Смотрите: спустившись с Арарата после потопа, Ной практически сразу же, первым делом стал возделывать землю и насадил виноградник. То есть сад. Это можно считать аллюзией, отсылающей к Раю, где жили предки Ноя Адам и Ева. Ведь Рай, по существу, был садом. И поскольку Ной стал по воле Бога прародителем нового человечества, то получается, что и первое, и второе рождение рода людского начинается с сада.

Причем оба раза испытания садом человечество не выдержало. И если жизнь в Раю закончилась трагически, грехопадением, то возделывание виноградника обернулось тривиальным пьянством. И лежал голый Ной «в шатре своем» (Быт. 9:21), и подошел к нему один из его сыновей, Хам, и увидел наготу отца... Кажется, этот эпизод служит иллюстрацией того, что история повторяется дважды, и если в первый раз бывает трагедия, то во второй — фарс.

Получается, что сад, в том числе и виноградник Ноя, является как бы воспоминанием о Рае. Сажая сад, мы утверждаем свою преемственность, свою связь не только с Адамом и Евой, но еще и с Ноем. И показываем недолговечность человеческой памяти. Ибо оба те сада закончились грехом.

Но в то же время сад — это символ Рая. Символ совершенства и гармонии, любви и красоты, мира, спокойствия и счастья. То есть всего того, к чему мы стремимся, но что в силу разных причин нам не удается получить. И даже если нам иногда кажется, что мы обретаем гармонию, то все равно — любое действие ее нарушает. Ибо гармония совершенна, ее невозможно улучшить. Следовательно, каждая попытка улучшить гармонию неизбежно приводит к утрате.
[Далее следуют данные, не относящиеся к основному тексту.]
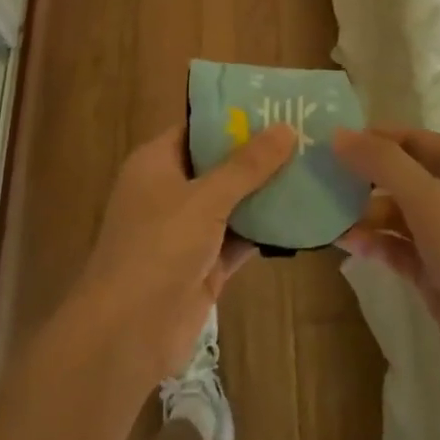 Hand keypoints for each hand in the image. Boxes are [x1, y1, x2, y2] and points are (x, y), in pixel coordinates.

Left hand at [72, 123, 295, 384]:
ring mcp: (187, 231)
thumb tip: (286, 127)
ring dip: (266, 193)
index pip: (198, 128)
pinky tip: (303, 217)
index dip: (234, 117)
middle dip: (258, 155)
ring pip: (233, 203)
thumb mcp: (205, 199)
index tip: (277, 105)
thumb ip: (247, 166)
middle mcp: (170, 191)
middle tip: (306, 135)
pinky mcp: (204, 266)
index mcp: (156, 163)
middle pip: (219, 164)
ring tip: (313, 168)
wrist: (127, 335)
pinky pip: (239, 239)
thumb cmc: (157, 249)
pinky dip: (265, 230)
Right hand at [334, 127, 439, 419]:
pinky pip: (398, 246)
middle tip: (316, 178)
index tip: (325, 144)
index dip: (369, 138)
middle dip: (361, 175)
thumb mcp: (428, 199)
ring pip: (396, 211)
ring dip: (362, 212)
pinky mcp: (437, 272)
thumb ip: (382, 162)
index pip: (408, 138)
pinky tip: (344, 243)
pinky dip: (374, 242)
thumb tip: (338, 134)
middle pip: (400, 173)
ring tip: (322, 213) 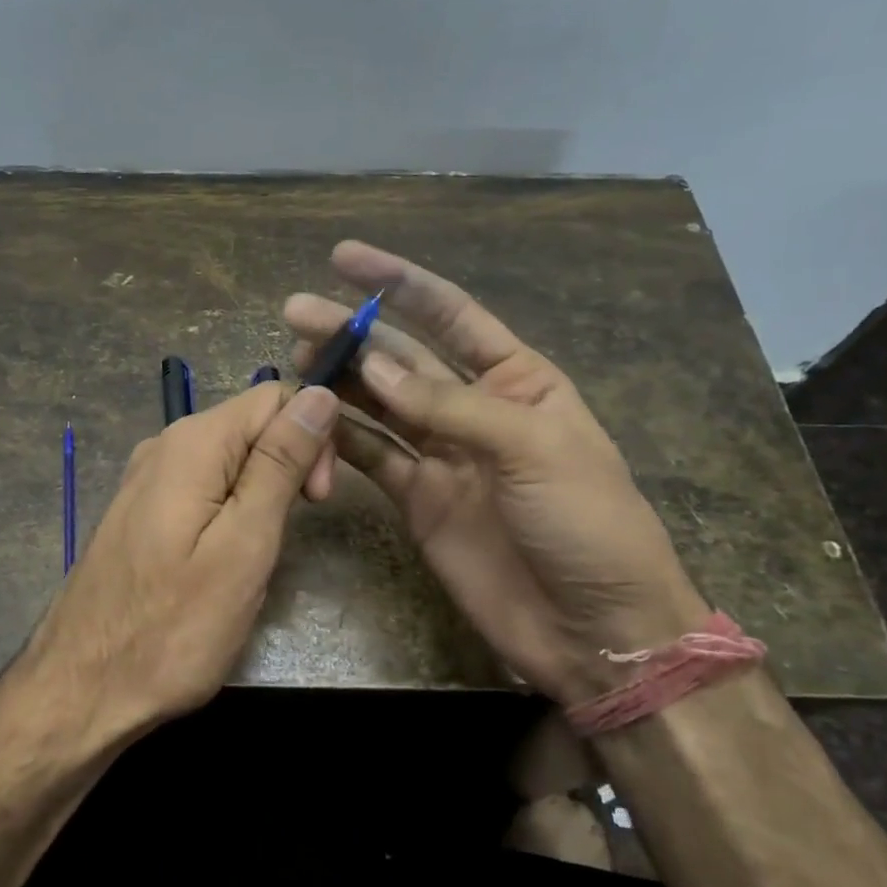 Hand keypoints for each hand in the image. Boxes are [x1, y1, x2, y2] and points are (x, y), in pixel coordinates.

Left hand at [0, 382, 340, 755]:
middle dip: (290, 464)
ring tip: (257, 555)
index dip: (312, 436)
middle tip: (290, 534)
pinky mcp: (141, 511)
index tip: (317, 501)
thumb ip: (280, 464)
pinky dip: (230, 510)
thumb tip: (318, 394)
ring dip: (262, 492)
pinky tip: (225, 557)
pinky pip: (203, 486)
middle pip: (251, 423)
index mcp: (192, 443)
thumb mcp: (244, 545)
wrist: (82, 690)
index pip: (275, 397)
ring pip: (230, 458)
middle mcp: (164, 445)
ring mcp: (147, 479)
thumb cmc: (173, 628)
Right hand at [284, 241, 704, 704]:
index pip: (450, 314)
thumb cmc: (586, 523)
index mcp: (518, 380)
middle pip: (401, 358)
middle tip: (296, 312)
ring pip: (377, 405)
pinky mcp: (416, 499)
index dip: (398, 283)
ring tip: (294, 362)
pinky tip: (309, 422)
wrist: (592, 628)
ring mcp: (441, 455)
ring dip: (338, 381)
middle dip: (351, 332)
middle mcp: (473, 408)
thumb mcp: (532, 448)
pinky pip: (371, 457)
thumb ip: (449, 405)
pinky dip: (340, 440)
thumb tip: (372, 367)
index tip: (344, 258)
Сад — это символ утраченного Рая.

Наверное, это сознавали в XVII веке, когда Ереван посетил Жан Шарден, написавший: «Армяне утверждают, что именно здесь-то и был земной рай».

Хотя, сажая Далминский виноградник, Ной вряд ли понимал это. Как и мы, ереванцы, как правило, не осознаем всей глубины библейской символики того самого места, где живем.

Запомним этот образ — сад как напоминание о потерянном Рае и как аналогия с виноградником Ноя, который, как оказывается, был на территории современного Еревана. Мы еще вернемся к нему, когда начнем разговор о городе-саде Александра Таманяна, а пока давайте посмотрим на то, каким он был в период Первой Республики, то есть в 1918–1920 годах. Но прежде чем мы «доберемся» до Еревана, вспомним, как Армения стала независимой, а потом перейдем к тому, как получилось, что Ереван стал столицей.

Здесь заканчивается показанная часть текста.